◆ Exercise requirements: Print again, word for word, all of the records below, and leave the pictures out.

◆ Given records:
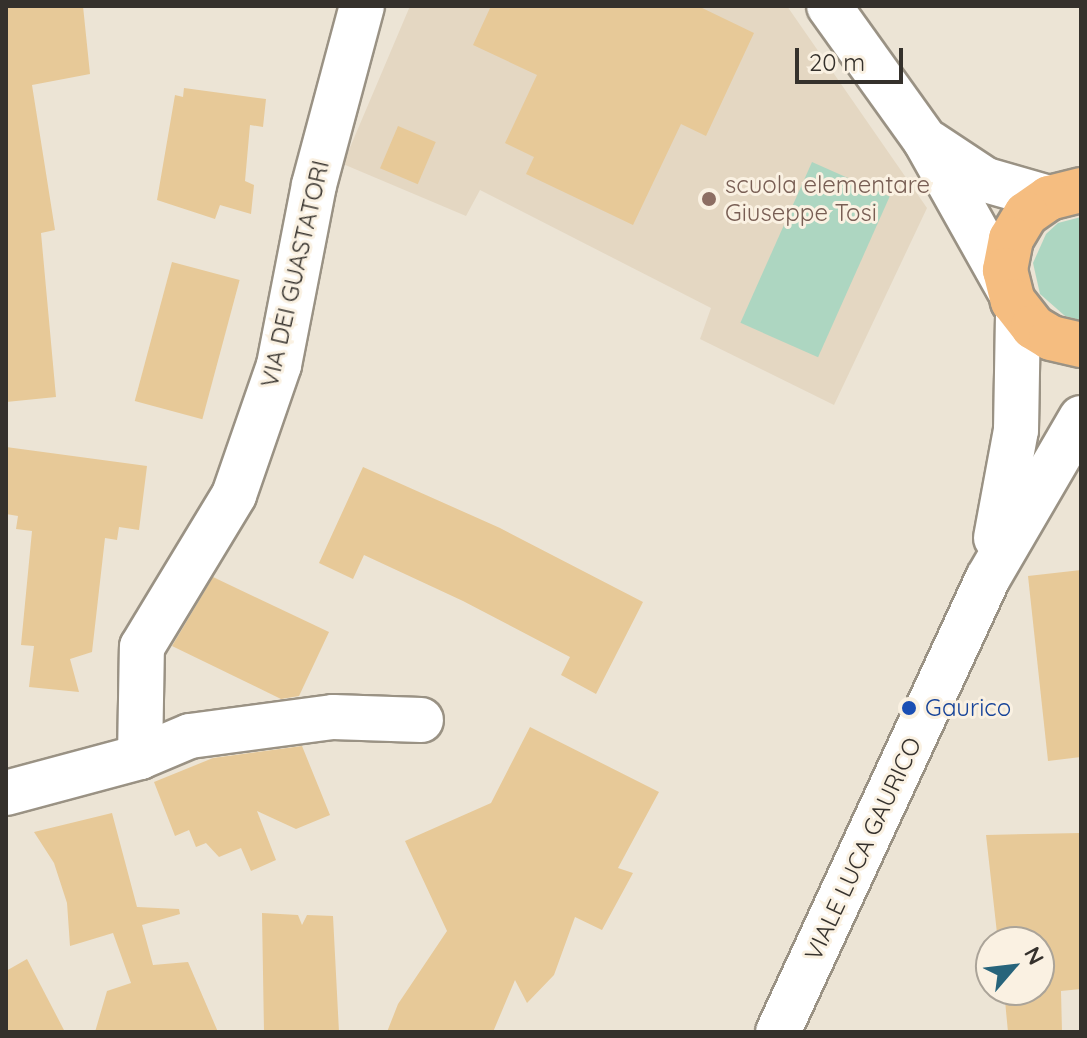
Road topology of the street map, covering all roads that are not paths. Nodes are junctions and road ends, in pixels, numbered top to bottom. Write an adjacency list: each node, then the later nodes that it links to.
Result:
1 (362, 6): 10 (street, VIA DEI GUASTATORI)
2 (829, 6): 3 (street)
3 (925, 140): 4 (street); 5 (street)
4 (1070, 191): 5 (main road)
5 (1013, 299): 6 (main road); 8 (street, VIALE LUCA GAURICO)
6 (1081, 345)
7 (1081, 418): 8 (street, VIALE LUCA GAURICO)
8 (988, 578): 12 (street, VIALE LUCA GAURICO)
9 (421, 720): 10 (street)
10 (140, 757): 11 (street)
11 (6, 793)
12 (803, 979): 13 (street, VIALE LUCA GAURICO); 14 (street)
13 (778, 1032)
14 (806, 1032)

◆ Solution to the exercise:
Road topology of the street map, covering all roads that are not paths. Nodes are junctions and road ends, in pixels, numbered top to bottom. Write an adjacency list: each node, then the later nodes that it links to.
Result:
1 (362, 6): 10 (street, VIA DEI GUASTATORI)
2 (829, 6): 3 (street)
3 (925, 140): 4 (street); 5 (street)
4 (1070, 191): 5 (main road)
5 (1013, 299): 6 (main road); 8 (street, VIALE LUCA GAURICO)
6 (1081, 345)
7 (1081, 418): 8 (street, VIALE LUCA GAURICO)
8 (988, 578): 12 (street, VIALE LUCA GAURICO)
9 (421, 720): 10 (street)
10 (140, 757): 11 (street)
11 (6, 793)
12 (803, 979): 13 (street, VIALE LUCA GAURICO); 14 (street)
13 (778, 1032)
14 (806, 1032)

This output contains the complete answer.